設定回路(3)は、被テスト回路(201)から電圧の変更を指示する指示信号に応じて、電圧供給回路(4)が第2電源領域(20)に供給する電圧が、第1の電圧よりも低い第2の電圧となるように、電圧供給回路(4)を設定する。この設定に応じて、電圧供給回路(4)は、第2電源領域(20)に供給する電圧を、第1の電圧から第2の電圧に変更する。これにより、第2電源領域(20)の電圧は、第1電源領域(10)よりも低くなる。その結果、電圧差の影響により、第2電源領域(20)における第2クロック信号(210)は、第1電源領域(10)における第1クロック信号(110)とは同期しなくなる。

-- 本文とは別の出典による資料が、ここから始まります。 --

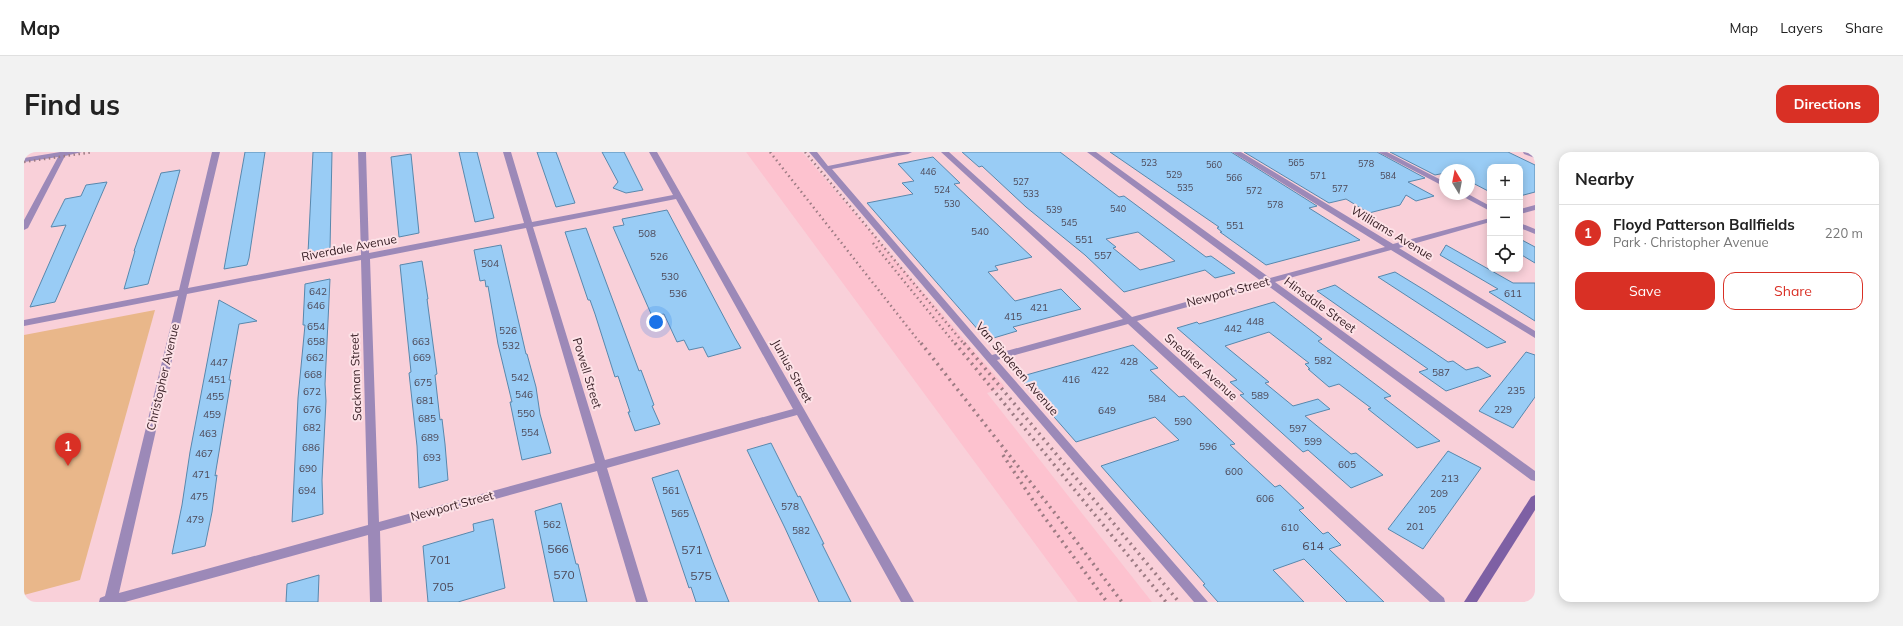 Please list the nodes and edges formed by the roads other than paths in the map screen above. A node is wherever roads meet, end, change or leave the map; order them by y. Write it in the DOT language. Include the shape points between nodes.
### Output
graph roads {
  1 [pos="78,152"];
  2 [pos="216,152"];
  3 [pos="362,152"];
  4 [pos="507,152"];
  5 [pos="653,152"];
  6 [pos="813,152"];
  7 [pos="908,152"];
  8 [pos="945,152"];
  9 [pos="1090,152"];
  10 [pos="1236,152"];
  11 [pos="1382,152"];
  12 [pos="1527,152"];
  13 [pos="63,153"];
  14 [pos="1535,156"];
  15 [pos="24,160"];
  16 [pos="827,168"];
  17 [pos="1439,182"];
  18 [pos="678,196"];
  19 [pos="1473,200"];
  20 [pos="1487,207"];
  21 [pos="1535,208"];
  22 [pos="1523,211"];
  23 [pos="1487,221"];
  24 [pos="530,225"];
  25 [pos="1523,226"];
  26 [pos="24,228"];
  27 [pos="1535,232"];
  28 [pos="1392,247"];
  29 [pos="366,257"];
  30 [pos="1268,281"];
  31 [pos="183,293"];
  32 [pos="1129,320"];
  33 [pos="24,324"];
  34 [pos="1535,335"];
  35 [pos="990,359"];
  36 [pos="799,411"];
  37 [pos="601,465"];
  38 [pos="1535,477"];
  39 [pos="1535,500"];
  40 [pos="374,528"];
  41 [pos="108,602"];
  42 [pos="376,602"];
  43 [pos="642,602"];
  44 [pos="908,602"];
  45 [pos="1202,602"];
  46 [pos="1439,602"];
  47 [pos="1470,602"];
  1 -- 13 [label="street"];
  2 -- 31 [label="street, Christopher Avenue"];
  3 -- 29 [label="street, Sackman Street"];
  4 -- 24 [label="street, Powell Street"];
  5 -- 18 [label="street, Junius Street"];
  6 -- 16 [label="street, Van Sinderen Avenue"];
  7 -- 16 [label="street"];
  8 -- 32 [label="street, Snediker Avenue"];
  9 -- 30 [label="street, Hinsdale Street"];
  10 -- 28 [label="street, Williams Avenue"];
  11 -- 17 [label="street"];
  12 -- 14 [label="street"];
  13 -- 15 [label="street"];
  13 -- 26 [label="street"];
  16 -- 35 [label="street, Van Sinderen Avenue"];
  18 -- 24 [label="street, Riverdale Avenue"];
  18 -- 36 [label="street, Junius Street"];
  19 -- 20 [label="street"];
  21 -- 22 [label="street"];
  23 -- 28 [label="street, Newport Street"];
  24 -- 29 [label="street, Riverdale Avenue"];
  24 -- 37 [label="street, Powell Street"];
  25 -- 27 [label="street"];
  28 -- 30 [label="street, Newport Street"];
  28 -- 34 [label="street, Williams Avenue"];
  29 -- 31 [label="street, Riverdale Avenue"];
  29 -- 40 [label="street, Sackman Street"];
  30 -- 32 [label="street, Newport Street"];
  30 -- 38 [label="street, Hinsdale Street"];
  31 -- 33 [label="street, Riverdale Avenue"];
  31 -- 41 [label="street, Christopher Avenue"];
  32 -- 35 [label="street, Newport Street"];
  32 -- 46 [label="street, Snediker Avenue"];
  35 -- 45 [label="street, Van Sinderen Avenue"];
  36 -- 37 [label="street, Newport Street"];
  36 -- 44 [label="street, Junius Street"];
  37 -- 40 [label="street, Newport Street"];
  37 -- 43 [label="street, Powell Street"];
  39 -- 47 [label="street"];
  40 -- 41 [label="street, Newport Street"];
  40 -- 42 [label="street, Sackman Street"];
} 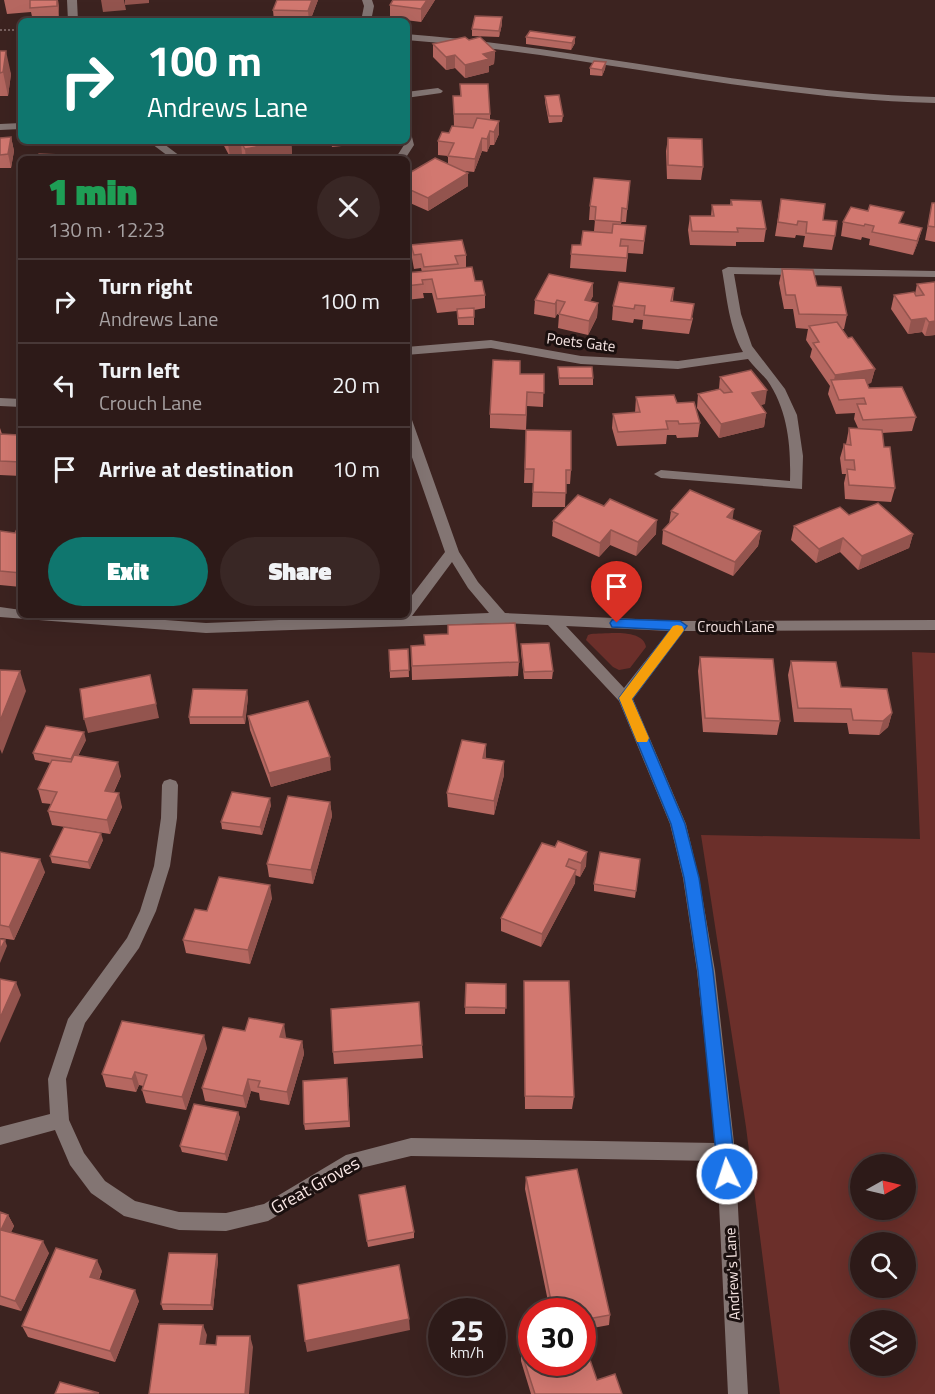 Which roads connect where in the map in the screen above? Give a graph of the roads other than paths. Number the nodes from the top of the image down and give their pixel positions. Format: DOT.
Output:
graph roads {
  1 [pos="72,0"];
  2 [pos="367,0"];
  3 [pos="73,18"];
  4 [pos="367,18"];
  5 [pos="410,37"];
  6 [pos="438,91"];
  7 [pos="410,94"];
  8 [pos="935,100"];
  9 [pos="18,126"];
  10 [pos="0,127"];
  11 [pos="157,144"];
  12 [pos="174,156"];
  13 [pos="935,274"];
  14 [pos="410,351"];
  15 [pos="751,356"];
  16 [pos="0,402"];
  17 [pos="18,403"];
  18 [pos="410,434"];
  19 [pos="661,474"];
  20 [pos="452,552"];
  21 [pos="410,609"];
  22 [pos="0,612"];
  23 [pos="18,615"];
  24 [pos="410,617"];
  25 [pos="68,618"];
  26 [pos="386,618"];
  27 [pos="501,618"];
  28 [pos="553,621"];
  29 [pos="935,625"];
  30 [pos="680,626"];
  31 [pos="625,698"];
  32 [pos="170,785"];
  33 [pos="60,1120"];
  34 [pos="0,1136"];
  35 [pos="726,1152"];
  36 [pos="738,1394"];
  1 -- 3 [label="street"];
  2 -- 4 [label="street"];
  5 -- 8 [label="street"];
  6 -- 7 [label="street"];
  9 -- 10 [label="street"];
  11 -- 12 [label="street"];
  13 -- 15 [label="street"];
  14 -- 15 [label="street, Poets Gate"];
  15 -- 19 [label="street"];
  16 -- 17 [label="street"];
  18 -- 20 [label="street"];
  20 -- 21 [label="street"];
  20 -- 27 [label="street"];
  22 -- 23 [label="street"];
  24 -- 27 [label="street, Crouch Lane"];
  25 -- 26 [label="street, Crouch Lane"];
  27 -- 28 [label="street, Crouch Lane"];
  28 -- 30 [label="street, Crouch Lane"];
  28 -- 31 [label="street, Andrew's Lane"];
  29 -- 30 [label="street, Crouch Lane"];
  30 -- 31 [label="street"];
  31 -- 35 [label="street, Andrew's Lane"];
  32 -- 33 [label="street, Great Groves"];
  33 -- 34 [label="street"];
  33 -- 35 [label="street, Great Groves"];
  35 -- 36 [label="street, Andrew's Lane"];
}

また、設定回路(3)は、被テスト回路(201)から周波数の変更を指示する指示信号に応じて、クロック供給回路(5)が第2電源領域(20)に供給する第2クロック信号(210)が、第1の周波数よりも周波数の低い第2の周波数となるように、クロック供給回路(5)を設定する。この設定に応じて、クロック供給回路(5)は、第2電源領域(20)に供給する第2クロック信号(210)の周波数を、第1の周波数から第2の周波数に変更する。これにより、第2クロック信号(210)の周波数は、第1クロック信号(110)よりも低くなる。
一方、被テスト回路(201)は、処理負荷が所定の閾値以下とならない場合、上述の電圧の変更、及び、周波数の変更は指示しない。
なお、以上の説明では、図1に示した半導体装置(1A)に対して、設定回路(3)、電圧供給回路(4)、及びクロック供給回路(5)を適用した例について説明したが、これに限られない。当然に、図2、7、11、12、13、15、17に示した半導体装置(1B,1C,1D,1E,1F,1G,1H)における第2電源領域20と、図17に示した半導体装置(1H)における第3電源領域30Hに対して、設定回路(3)、電圧供給回路(4)、及びクロック供給回路(5)を適用することもできる。
以上、本発明者によってなされた発明を実施の形態に基づき具体的に説明したが、本発明は前記実施の形態に限定されるものではなく、その要旨を逸脱しない範囲で種々変更可能であることはいうまでもない。
上述した各実施の形態では、テスト結果圧縮装置(202,302)が、テスト結果圧縮装置(202)が、テスト結果データにおける不定値を、マスクデータによって“0”(Low)に固定する例について説明したが、これに限られない。例えば、テスト結果圧縮装置(202,302)は、テスト結果データにおける不定値を、マスクデータによって“1”(High)に固定するようにしてもよい。この場合、テスト結果圧縮装置(202,302)は、ANDゲート(2021,2022)に代えて、ORゲートを有するようにすればよい。